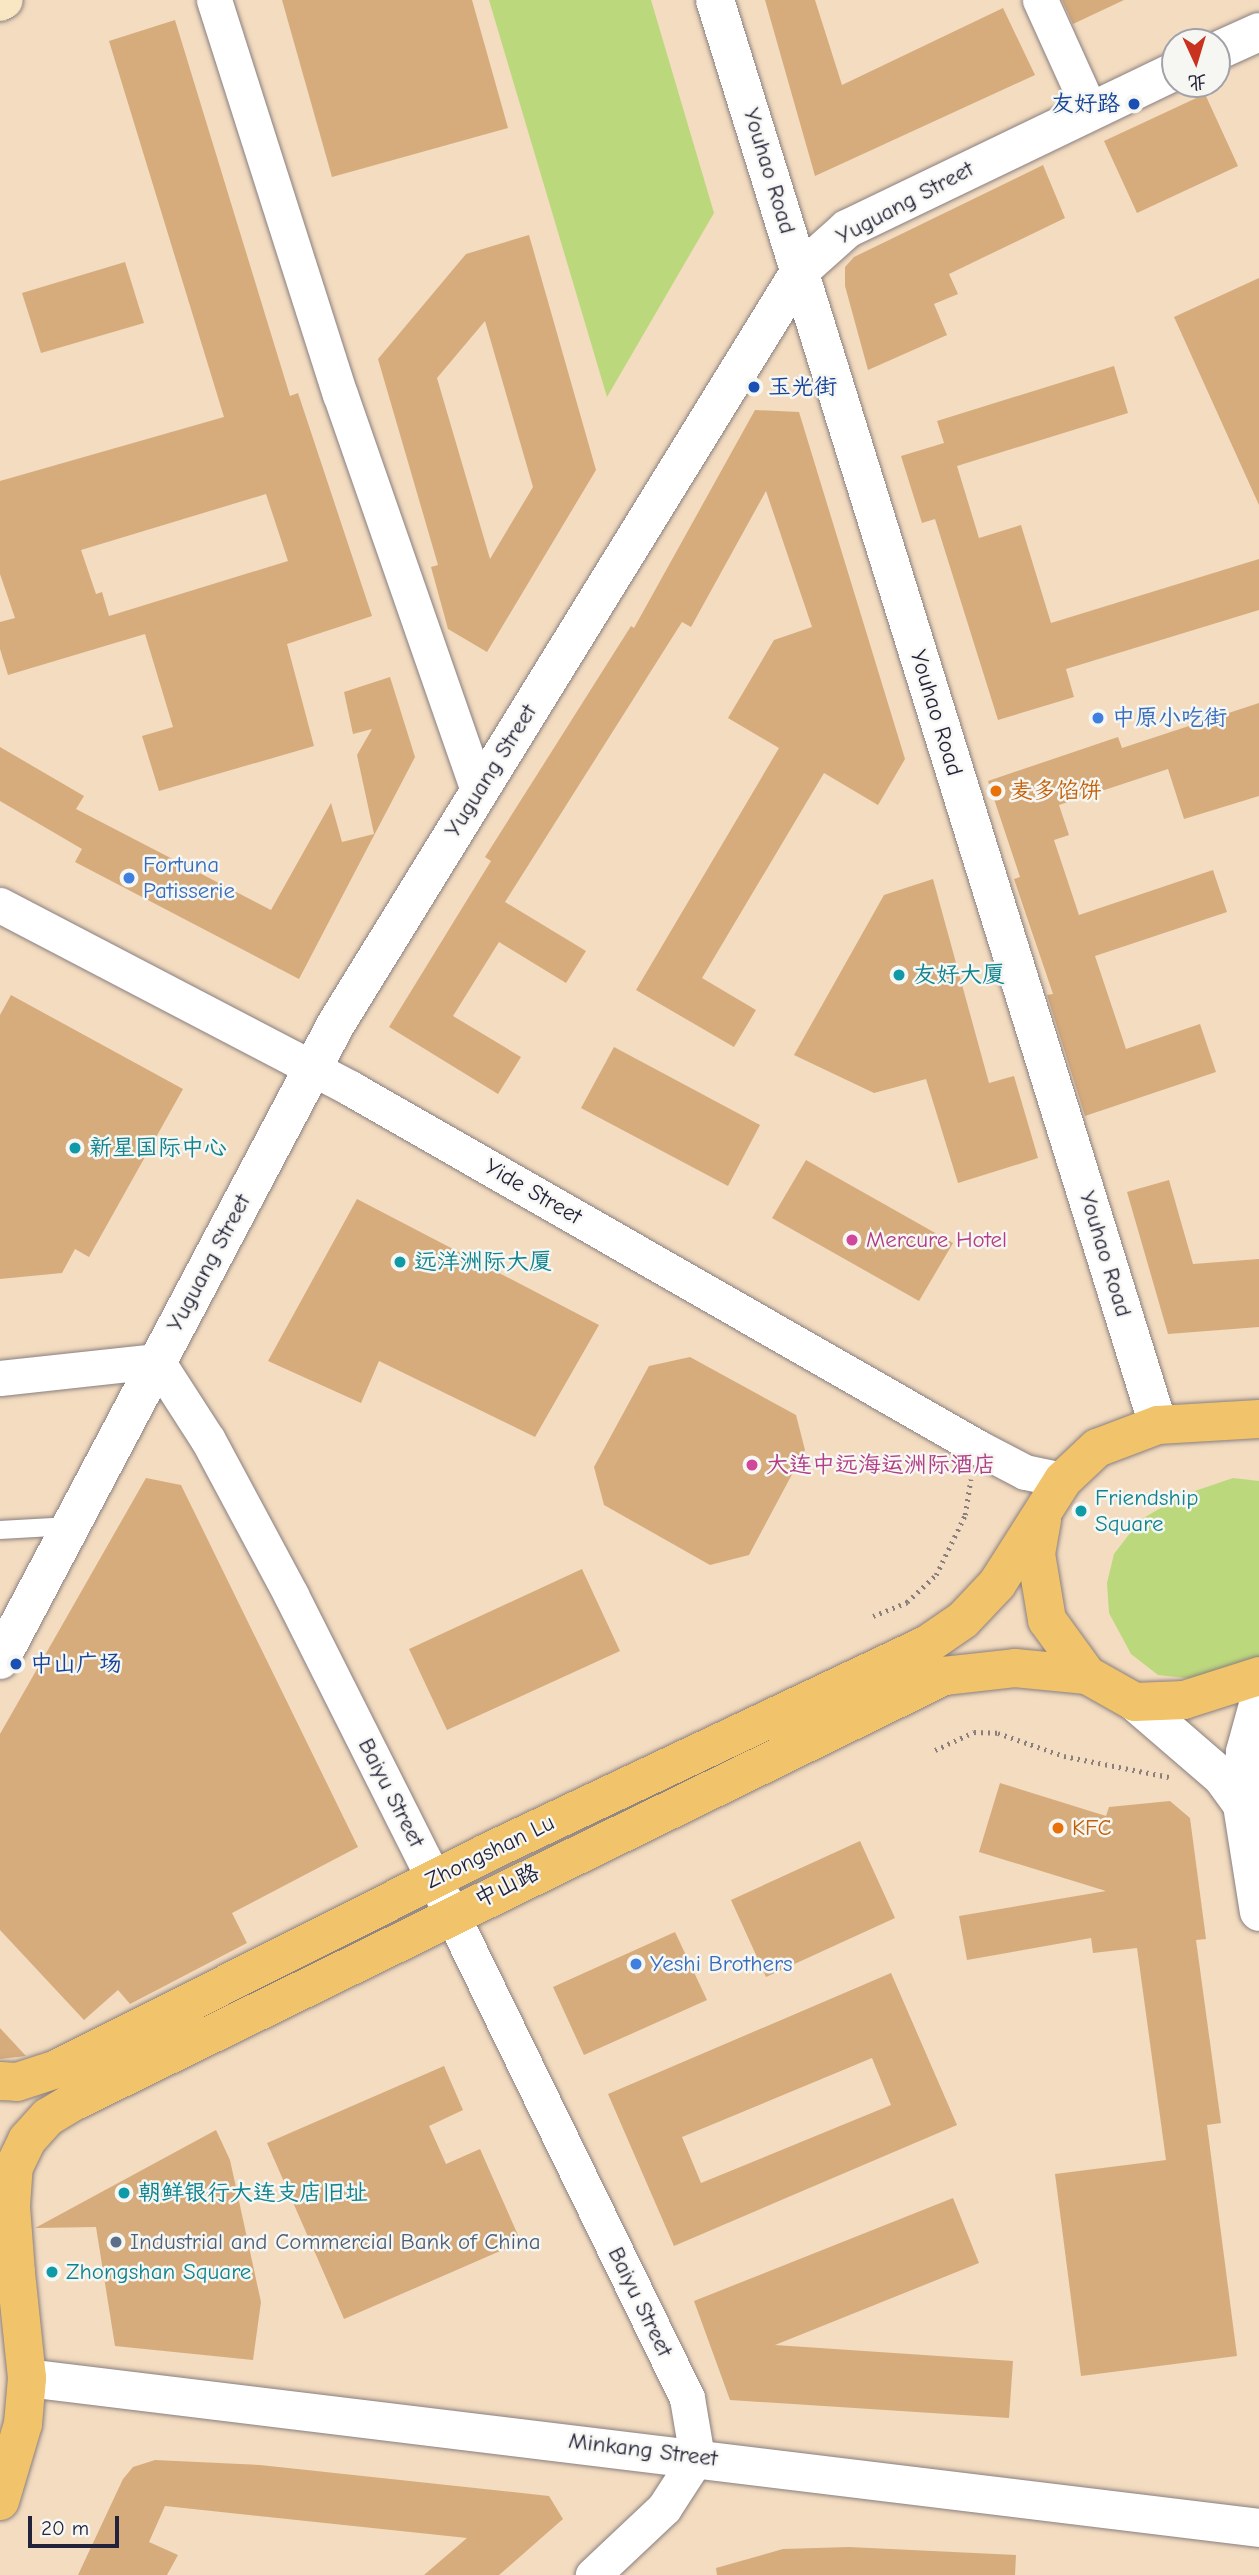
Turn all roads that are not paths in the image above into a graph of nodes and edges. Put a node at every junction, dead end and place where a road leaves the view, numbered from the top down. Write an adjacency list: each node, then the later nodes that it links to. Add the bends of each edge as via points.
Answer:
1 (214, 0): 9 (street, via 340,394)
2 (715, 0): 8 (street, Youhao Road)
3 (1040, 0): 7 (street)
4 (1259, 32): 5 (street)
5 (1231, 45)
6 (1161, 77): 7 (street, Yuguang Street)
7 (1090, 110): 8 (street, Yuguang Street, via 847,229)
8 (800, 271): 9 (street, Yuguang Street); 15 (street, Youhao Road)
9 (478, 790): 11 (street, Yuguang Street)
10 (0, 905): 11 (street, Yide Street)
11 (311, 1068): 12 (street, Yuguang Street); 16 (street, Yide Street, via 1025,1472)
12 (157, 1361): 13 (street); 17 (street, Yuguang Street); 26 (street, Baiyu Street, via 208,1440 291,1595)
13 (0, 1378)
14 (1259, 1419): 15 (main road)
15 (1158, 1425): 16 (main road, via 1097,1448)
16 (1054, 1495): 20 (main road, via 996,1584 963,1620); 21 (main road, via 1036,1554 1044,1608 1062,1644)
17 (70, 1526): 18 (lane); 19 (street, Yuguang Street)
18 (0, 1530)
19 (0, 1660)
20 (936, 1660): 21 (main road); 26 (main road, Zhongshan Lu); 28 (main road, 中山路)
21 (1087, 1675): 24 (main road)
22 (1259, 1676): 24 (main road, via 1184,1700)
23 (1259, 1701): 25 (street)
24 (1135, 1702): 25 (street)
25 (1232, 1791): 27 (street)
26 (434, 1879): 28 (street, Baiyu Street); 30 (main road, Zhongshan Lu)
27 (1259, 1912)
28 (451, 1913): 30 (main road, 中山路); 34 (street, Baiyu Street, via 687,2398)
29 (0, 2081): 30 (main road)
30 (65, 2085): 32 (main road, via 14,2167 11,2206)
31 (0, 2216): 32 (main road)
32 (16, 2273): 33 (main road)
33 (27, 2378): 34 (street, Minkang Street); 35 (main road, via 23,2424)
34 (696, 2457): 36 (street, Minkang Street); 37 (street, via 664,2508)
35 (0, 2501)
36 (1259, 2528)
37 (593, 2575)

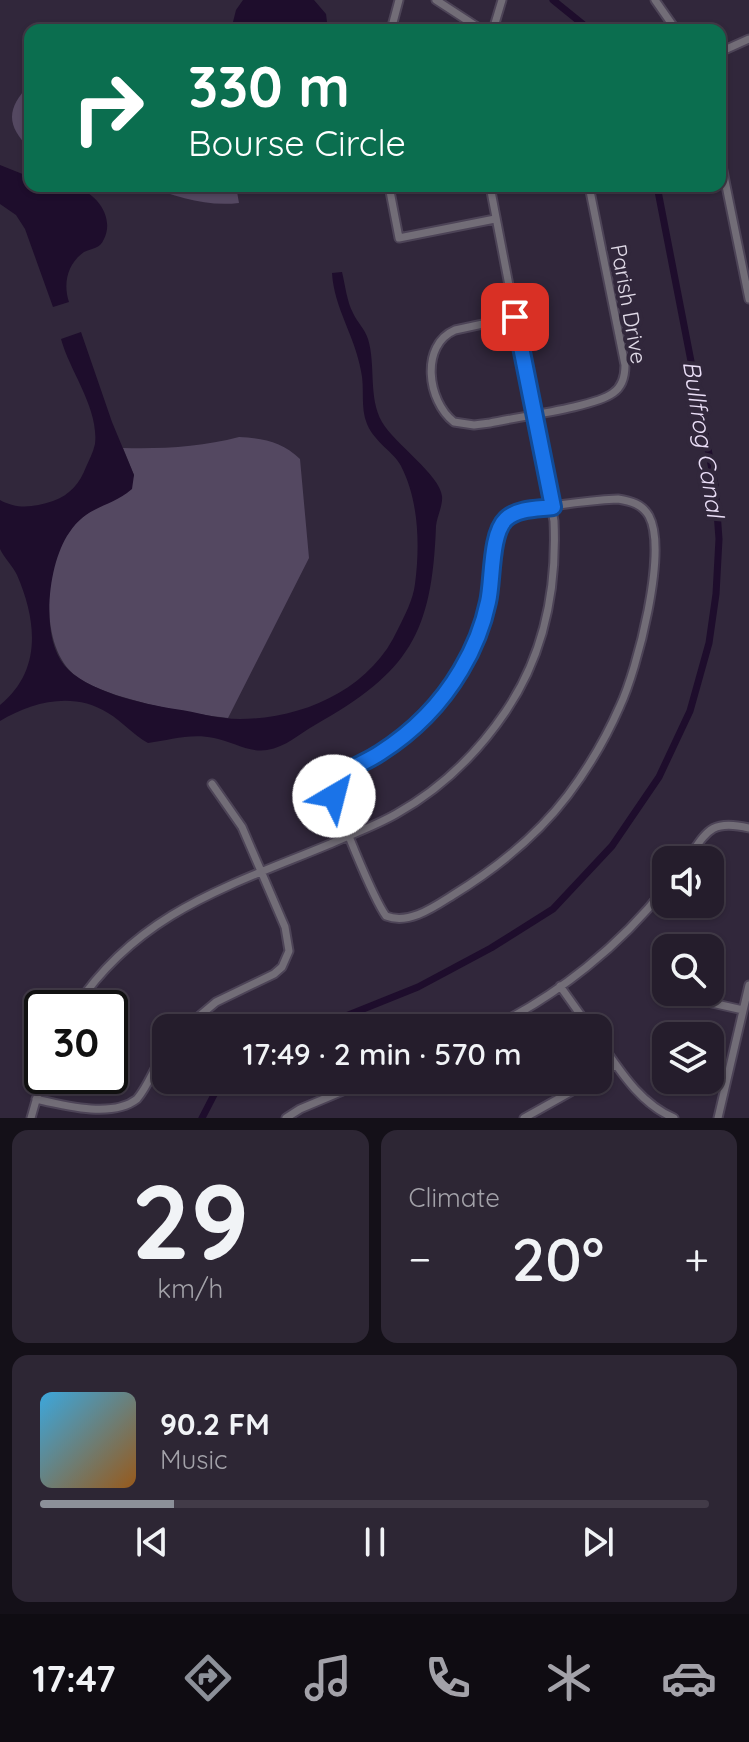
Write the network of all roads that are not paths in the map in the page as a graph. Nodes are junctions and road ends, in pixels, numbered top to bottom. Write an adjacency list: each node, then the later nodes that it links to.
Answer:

▸ What is required:
What is the number of lines in the listing above that contain the word "adjacency"? Reply with that number alone.

▸ Output of the exercise:
2